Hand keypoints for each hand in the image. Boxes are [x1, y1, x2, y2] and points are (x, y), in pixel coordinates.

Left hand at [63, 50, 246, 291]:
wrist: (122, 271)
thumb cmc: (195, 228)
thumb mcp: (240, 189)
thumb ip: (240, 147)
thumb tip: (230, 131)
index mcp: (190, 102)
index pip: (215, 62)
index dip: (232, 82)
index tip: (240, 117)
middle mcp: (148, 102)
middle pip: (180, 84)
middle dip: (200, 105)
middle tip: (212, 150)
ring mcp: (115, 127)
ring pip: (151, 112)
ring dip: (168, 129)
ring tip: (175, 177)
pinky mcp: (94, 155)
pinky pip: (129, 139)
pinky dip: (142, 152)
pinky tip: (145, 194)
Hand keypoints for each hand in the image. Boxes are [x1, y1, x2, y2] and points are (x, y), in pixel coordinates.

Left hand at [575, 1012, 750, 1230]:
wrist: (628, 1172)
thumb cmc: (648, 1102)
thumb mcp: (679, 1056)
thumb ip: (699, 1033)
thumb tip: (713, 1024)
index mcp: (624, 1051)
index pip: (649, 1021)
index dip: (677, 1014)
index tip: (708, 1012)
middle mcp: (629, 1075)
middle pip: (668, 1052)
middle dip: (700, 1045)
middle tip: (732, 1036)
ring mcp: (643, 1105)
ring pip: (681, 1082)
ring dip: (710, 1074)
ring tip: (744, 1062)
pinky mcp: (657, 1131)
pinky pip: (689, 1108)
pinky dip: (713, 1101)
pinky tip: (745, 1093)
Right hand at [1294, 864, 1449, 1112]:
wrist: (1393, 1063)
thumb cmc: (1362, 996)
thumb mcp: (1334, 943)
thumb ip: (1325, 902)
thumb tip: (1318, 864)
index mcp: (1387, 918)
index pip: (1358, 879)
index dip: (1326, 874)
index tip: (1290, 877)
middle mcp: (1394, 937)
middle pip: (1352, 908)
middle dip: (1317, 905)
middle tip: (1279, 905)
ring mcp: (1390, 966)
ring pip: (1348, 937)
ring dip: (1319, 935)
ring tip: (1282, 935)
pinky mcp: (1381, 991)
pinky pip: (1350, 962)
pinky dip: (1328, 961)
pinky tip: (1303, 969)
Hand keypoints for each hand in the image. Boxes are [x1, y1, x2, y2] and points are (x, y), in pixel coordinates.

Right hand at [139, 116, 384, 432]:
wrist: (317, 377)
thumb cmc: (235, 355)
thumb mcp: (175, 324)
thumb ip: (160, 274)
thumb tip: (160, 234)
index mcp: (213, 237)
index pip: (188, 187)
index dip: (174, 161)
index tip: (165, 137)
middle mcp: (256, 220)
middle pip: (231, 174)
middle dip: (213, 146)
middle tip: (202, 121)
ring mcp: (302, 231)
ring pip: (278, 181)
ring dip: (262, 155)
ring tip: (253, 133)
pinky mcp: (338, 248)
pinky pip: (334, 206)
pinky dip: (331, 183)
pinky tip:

Exercise description:
Return, please, every line from the one that contains "index dip: (174, 161)" through the final line of the listing, exactly, and no others.

Answer section:
index dip: (174, 161)
index tip: (165, 137)
middle mcp: (256, 220)
middle pip: (231, 174)
middle dip: (213, 146)
middle tip: (202, 121)
ring mcp: (302, 231)
ring pip: (278, 181)
ring dip: (262, 155)
ring tip: (253, 133)
pinky mcp: (338, 248)
pinky pip: (334, 206)
pinky dip: (331, 183)
pinky tip:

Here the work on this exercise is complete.